We arrived late at night to a blizzard, it seemed, but as it was 4am "our" time we grabbed the car as quickly as we could.

Which turned out not to be quickly, as yet again we arrived just as the rental cars computers crashed and they had to process on paper and phone. Grr. Second time in a year for us.

As my pictures at night were rubbish in the conditions, here is one from the morning. They tidy things up quickly in these parts, but there are MOUNTAINS of snow everywhere.

Seriously, you could ski down some of them. Enterprising people have set up lifts.




As we were getting into Chicago so late, and after a long day, we booked a hotel right next to the airport.

When in California we stayed in an Aloft hotel in Rancho Cucamonga and it was delightful, so we chose the one in Chicago for this purpose. Not the wisest of choices it turned out.

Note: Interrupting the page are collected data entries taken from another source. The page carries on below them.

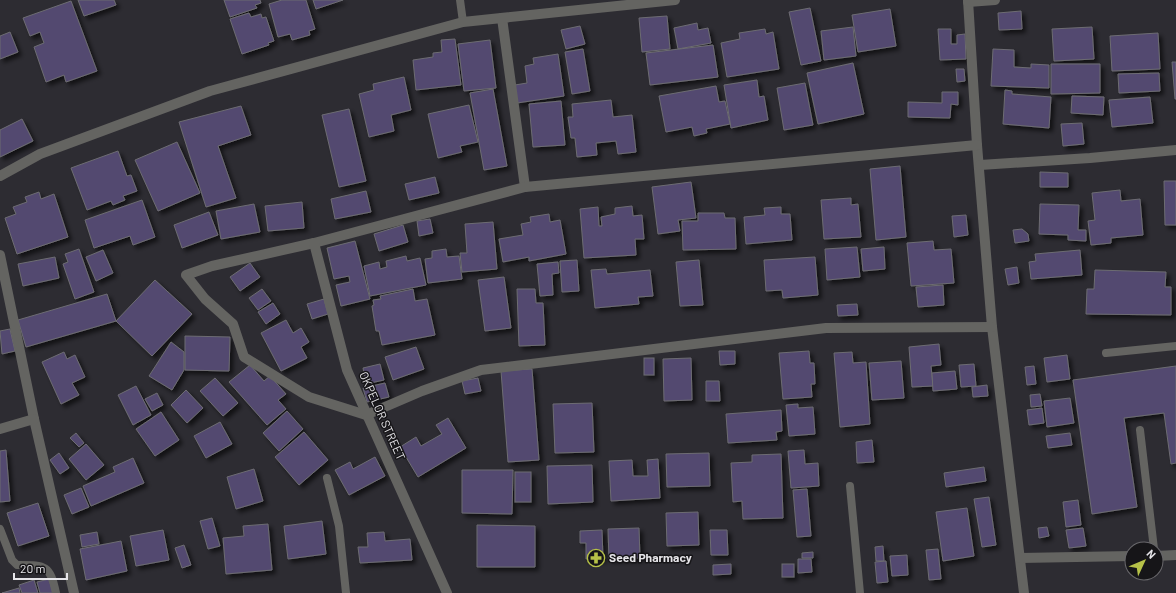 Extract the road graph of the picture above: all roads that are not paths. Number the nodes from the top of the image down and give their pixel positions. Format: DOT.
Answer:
graph roads {
  1 [pos="460,0"];
  2 [pos="675,0"];
  3 [pos="995,0"];
  4 [pos="968,1"];
  5 [pos="502,18"];
  6 [pos="463,22"];
  7 [pos="977,145"];
  8 [pos="1176,150"];
  9 [pos="980,165"];
  10 [pos="0,176"];
  11 [pos="525,187"];
  12 [pos="314,243"];
  13 [pos="0,255"];
  14 [pos="992,327"];
  15 [pos="1176,346"];
  16 [pos="1106,353"];
  17 [pos="366,415"];
  18 [pos="34,419"];
  19 [pos="0,429"];
  20 [pos="1140,430"];
  21 [pos="327,478"];
  22 [pos="850,486"];
  23 [pos="0,529"];
  24 [pos="1153,541"];
  25 [pos="1176,555"];
  26 [pos="1124,556"];
  27 [pos="1164,556"];
  28 [pos="1020,558"];
  29 [pos="56,593"];
  30 [pos="74,593"];
  31 [pos="346,593"];
  32 [pos="447,593"];
  33 [pos="860,593"];
  34 [pos="1024,593"];
  1 -- 6 [label="lane"];
  2 -- 5 [label="street"];
  3 -- 4 [label="street"];
  4 -- 7 [label="street"];
  5 -- 6 [label="street"];
  5 -- 11 [label="street"];
  6 -- 10 [label="street"];
  7 -- 9 [label="street"];
  7 -- 11 [label="street"];
  8 -- 9 [label="street"];
  9 -- 14 [label="street"];
  11 -- 12 [label="street"];
  12 -- 17 [label="street, OKPELOR STREET"];
  12 -- 17 [label="street"];
  13 -- 18 [label="street"];
  14 -- 17 [label="street"];
  14 -- 28 [label="street"];
  15 -- 16 [label="lane"];
  17 -- 32 [label="street, OKPELOR STREET"];
  18 -- 19 [label="street"];
  18 -- 30 [label="street"];
  20 -- 24 [label="lane"];
  21 -- 31 [label="lane"];
  22 -- 33 [label="lane"];
  23 -- 29 [label="lane"];
  25 -- 27 [label="street"];
  26 -- 28 [label="street"];
  28 -- 34 [label="street"];
}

Taking the signposted valet lane we pulled up and waited a short while for the service you normally get before I headed inside to prod them, to be told they don't actually do valet. So we parked up outside the hotel and headed in with our luggage.

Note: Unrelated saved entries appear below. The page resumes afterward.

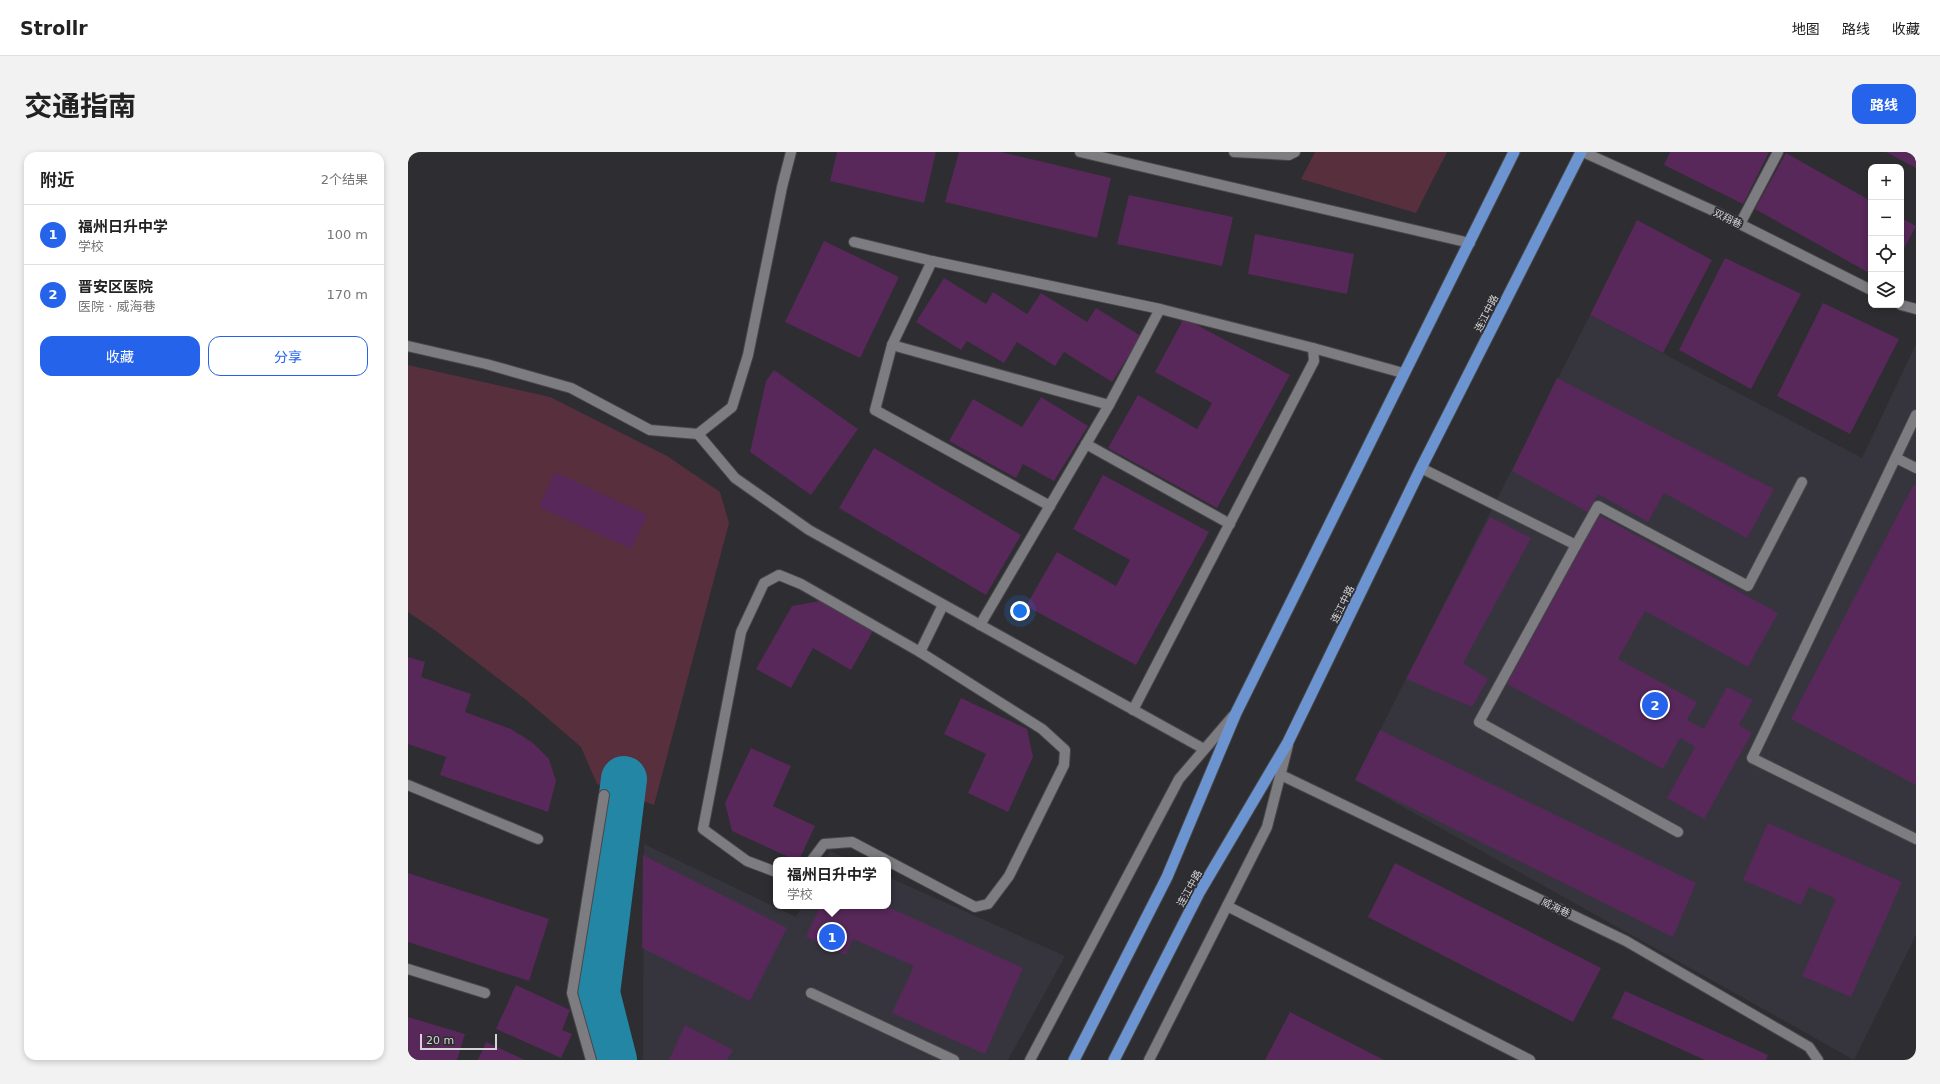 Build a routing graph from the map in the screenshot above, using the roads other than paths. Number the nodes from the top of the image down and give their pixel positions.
1 (791, 152) edge
2 (1080, 152) edge
3 (1237, 152) edge
4 (1295, 152) edge
5 (1514, 152) edge
6 (1582, 152) edge
7 (1778, 152) edge
8 (1740, 224) junction
9 (854, 242) dead end
10 (1470, 243) junction
11 (932, 261) junction
12 (1868, 288) edge
13 (1904, 306) edge
14 (1160, 309) junction
15 (1916, 309) edge
16 (892, 345) junction
17 (408, 346) edge
18 (1313, 348) junction
19 (1404, 373) junction
20 (1109, 405) junction
21 (1916, 415) edge
22 (698, 434) junction
23 (1086, 444) junction
24 (1896, 458) junction
25 (1421, 468) junction
26 (1916, 468) edge
27 (1802, 482) dead end
28 (1050, 506) junction
29 (1230, 524) junction
30 (1576, 545) junction
31 (943, 605) junction
32 (980, 625) junction
33 (920, 652) junction
34 (1133, 710) junction
35 (1236, 713) junction
36 (1288, 742) junction
37 (1204, 750) junction
38 (1281, 775) junction
39 (408, 786) edge
40 (604, 795) dead end
41 (1678, 832) dead end
42 (538, 839) dead end
43 (1916, 839) edge
44 (814, 857) edge
45 (880, 857) edge
46 (891, 863) edge
47 (773, 871) edge
48 (1227, 906) junction
49 (408, 969) edge
50 (485, 993) dead end
51 (811, 993) dead end
52 (591, 1060) edge
53 (954, 1060) edge
54 (1030, 1060) edge
55 (1074, 1060) edge
56 (1114, 1060) edge
57 (1150, 1060) edge
58 (1530, 1060) edge
59 (1818, 1060) edge

1 - 22 street
2 - 10 street
3 - 4 street
5 - 10 highway
6 - 8 street, 双翔巷
6 - 25 highway, 连江中路
7 - 8 street
8 - 12 street, 双翔巷
9 - 11 street
10 - 19 highway
11 - 14 street
11 - 16 street
13 - 15 street
14 - 18 street
14 - 20 street
16 - 20 street
16 - 28 street
17 - 22 street
18 - 19 street
18 - 29 street
19 - 35 highway
20 - 23 street
21 - 24 street
22 - 31 street
23 - 28 street
23 - 29 street
24 - 26 street
24 - 43 street
25 - 30 street
25 - 36 highway, 连江中路
27 - 30 street
28 - 32 street
29 - 34 street
30 - 41 street
31 - 32 street
31 - 33 street
32 - 34 street
33 - 46 street
33 - 47 street
34 - 37 street
35 - 37 street
35 - 55 highway
36 - 38 street
36 - 56 highway, 连江中路
37 - 54 street
38 - 48 street
38 - 59 street, 威海巷
39 - 42 street
40 - 52 street
44 - 45 street
48 - 57 street
48 - 58 street
49 - 50 street
51 - 53 street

Ah, but we couldn't park there, as people had reserved all those places (!) and we needed to go park in the multi-storey over yonder and walk back. But don't worry it's a covered walkway, if frickin' freezing.

They graciously let us take our luggage to our room, with room service on our mind. We thought we'd order so it was eat time sooner whilst we parked. Searching high and low we couldn't find any guidebook or menus in the room.

Heading back to reception, my fear was curtly confirmed that they didn't actually serve food - I had noticed a stack of menus on the counter and thought that was counterintuitive for a hotel. But they will deliver to your room. Top banana.

So after following the directions to the car park, which included an illegal u-turn, a fight with idiots cutting corners and a snowy walk we selected our food and picked up the hotel phone.

Mel and I are no strangers to phones, given we have run call centres large and small, but could we make this one simple local call following the instructions written on the phone? Nope. Even getting creative didn't work. 15 minutes later we realised we needed to use a mobile before we started eating the duvet.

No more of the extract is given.